Cantor, o livro, é para matemáticos possuídos por certa sensibilidade a ponto de querer entender o espírito humano. Ou pode também ser indicado a leitores mente-abertas, que mesmo não alcançando a extensão dessa linguagem de cálculos, é capaz de vislumbrar o mistério da vida pelos poros da matemática, as teorias descritas em palavras pelos grandes gênios.

Cantor, o homem, era dócil com os amigos e com a família. Era amante das artes, exímio violinista e profundo conhecedor da obra de Shakespeare. A certa altura de sua vida, num período de crise, quando se afastou da matemática, embarcou numa teoria furada, talvez fruto de seu estado mental, segundo a qual a obra shakespeariana fora escrita pelo filósofo empirista Francis Bacon. Muita gente até hoje leva isso a sério.
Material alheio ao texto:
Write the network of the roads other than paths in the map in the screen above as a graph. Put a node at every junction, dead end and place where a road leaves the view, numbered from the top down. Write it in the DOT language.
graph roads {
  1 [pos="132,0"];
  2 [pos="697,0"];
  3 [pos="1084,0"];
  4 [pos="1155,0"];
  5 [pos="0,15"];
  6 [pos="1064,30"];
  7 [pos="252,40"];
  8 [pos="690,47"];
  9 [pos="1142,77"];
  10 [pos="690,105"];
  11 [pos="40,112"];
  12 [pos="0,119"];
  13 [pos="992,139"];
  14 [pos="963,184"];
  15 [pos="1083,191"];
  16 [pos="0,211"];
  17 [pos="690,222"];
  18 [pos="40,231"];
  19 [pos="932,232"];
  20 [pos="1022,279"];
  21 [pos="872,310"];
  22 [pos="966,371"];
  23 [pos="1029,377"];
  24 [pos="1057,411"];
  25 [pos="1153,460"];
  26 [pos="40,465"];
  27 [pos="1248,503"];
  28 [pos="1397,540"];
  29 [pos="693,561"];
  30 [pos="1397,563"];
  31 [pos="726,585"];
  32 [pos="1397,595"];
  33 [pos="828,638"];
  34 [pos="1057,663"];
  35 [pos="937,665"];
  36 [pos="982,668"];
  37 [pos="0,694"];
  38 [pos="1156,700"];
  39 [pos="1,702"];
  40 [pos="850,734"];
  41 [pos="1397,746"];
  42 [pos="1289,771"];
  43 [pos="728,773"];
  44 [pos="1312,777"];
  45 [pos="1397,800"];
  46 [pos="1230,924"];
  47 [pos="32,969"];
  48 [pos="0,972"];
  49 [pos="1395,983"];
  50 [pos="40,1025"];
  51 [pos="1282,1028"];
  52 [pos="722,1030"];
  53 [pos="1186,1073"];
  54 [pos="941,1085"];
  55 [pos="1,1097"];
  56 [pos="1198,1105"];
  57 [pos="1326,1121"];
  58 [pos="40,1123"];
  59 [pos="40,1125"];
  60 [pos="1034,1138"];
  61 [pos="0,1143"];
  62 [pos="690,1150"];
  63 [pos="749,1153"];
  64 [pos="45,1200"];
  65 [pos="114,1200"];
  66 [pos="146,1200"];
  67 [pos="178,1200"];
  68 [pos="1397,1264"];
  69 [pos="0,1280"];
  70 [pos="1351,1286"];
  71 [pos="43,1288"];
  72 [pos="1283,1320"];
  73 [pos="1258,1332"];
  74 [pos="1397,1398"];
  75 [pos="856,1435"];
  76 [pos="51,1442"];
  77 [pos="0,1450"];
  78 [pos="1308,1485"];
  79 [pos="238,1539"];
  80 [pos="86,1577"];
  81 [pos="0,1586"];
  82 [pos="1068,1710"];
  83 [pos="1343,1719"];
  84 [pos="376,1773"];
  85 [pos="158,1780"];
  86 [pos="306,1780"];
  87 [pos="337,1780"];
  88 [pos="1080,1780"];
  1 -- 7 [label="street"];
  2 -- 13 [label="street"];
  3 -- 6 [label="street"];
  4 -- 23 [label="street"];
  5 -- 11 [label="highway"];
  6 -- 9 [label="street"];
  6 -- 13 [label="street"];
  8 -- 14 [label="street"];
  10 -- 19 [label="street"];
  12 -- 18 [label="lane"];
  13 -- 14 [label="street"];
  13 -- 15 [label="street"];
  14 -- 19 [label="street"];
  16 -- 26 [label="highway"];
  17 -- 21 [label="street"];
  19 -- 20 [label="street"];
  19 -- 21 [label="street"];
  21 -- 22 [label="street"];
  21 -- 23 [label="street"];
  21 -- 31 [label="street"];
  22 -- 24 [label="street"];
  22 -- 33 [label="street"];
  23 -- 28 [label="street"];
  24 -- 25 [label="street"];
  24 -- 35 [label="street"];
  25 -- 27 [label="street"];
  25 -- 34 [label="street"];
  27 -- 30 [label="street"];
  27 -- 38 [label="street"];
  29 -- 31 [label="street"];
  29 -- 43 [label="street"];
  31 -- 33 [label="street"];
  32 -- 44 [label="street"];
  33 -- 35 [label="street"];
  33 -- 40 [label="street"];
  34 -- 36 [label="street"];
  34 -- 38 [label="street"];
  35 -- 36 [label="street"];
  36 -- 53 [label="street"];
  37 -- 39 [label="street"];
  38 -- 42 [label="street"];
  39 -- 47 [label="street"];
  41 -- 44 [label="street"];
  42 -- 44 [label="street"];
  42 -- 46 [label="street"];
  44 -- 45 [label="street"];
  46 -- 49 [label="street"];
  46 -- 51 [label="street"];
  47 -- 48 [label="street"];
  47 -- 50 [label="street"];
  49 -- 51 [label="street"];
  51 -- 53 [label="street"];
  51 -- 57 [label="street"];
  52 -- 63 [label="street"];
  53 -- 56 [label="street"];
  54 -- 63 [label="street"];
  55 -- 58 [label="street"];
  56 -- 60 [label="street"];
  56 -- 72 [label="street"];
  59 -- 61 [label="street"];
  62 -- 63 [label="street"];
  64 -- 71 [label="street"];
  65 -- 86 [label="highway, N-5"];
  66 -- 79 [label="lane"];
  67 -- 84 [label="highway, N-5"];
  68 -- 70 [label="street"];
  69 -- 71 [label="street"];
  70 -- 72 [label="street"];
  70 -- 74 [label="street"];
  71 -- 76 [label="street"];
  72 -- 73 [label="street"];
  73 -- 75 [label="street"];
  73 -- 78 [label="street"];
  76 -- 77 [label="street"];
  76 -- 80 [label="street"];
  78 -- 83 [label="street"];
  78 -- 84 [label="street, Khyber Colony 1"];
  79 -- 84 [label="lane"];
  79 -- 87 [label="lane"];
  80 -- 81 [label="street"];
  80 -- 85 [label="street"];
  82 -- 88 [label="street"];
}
Embora russo, nascido em São Petersburgo, fez os primeiros estudos em Frankfurt, Alemanha, depois foi para Zurique, Suíça, onde estudou matemática, na Escola Politécnica, a mesma por onde passaria Einstein poucas décadas depois. Em seguida, foi para Berlim, fazer seu doutorado.

Seu pensamento excêntrico sobre a matemática não o permitiu se estabelecer como professor naquela universidade. Foi discriminado e teve de se contentar com a universidade de Halle, ao sul de Berlim e a oeste de Leipzig. Lá, ele lecionou e viveu até o fim da vida.

(Gilberto G. Pereira. Publicado originalmente na Tribuna do Planalto, 31/07/2011)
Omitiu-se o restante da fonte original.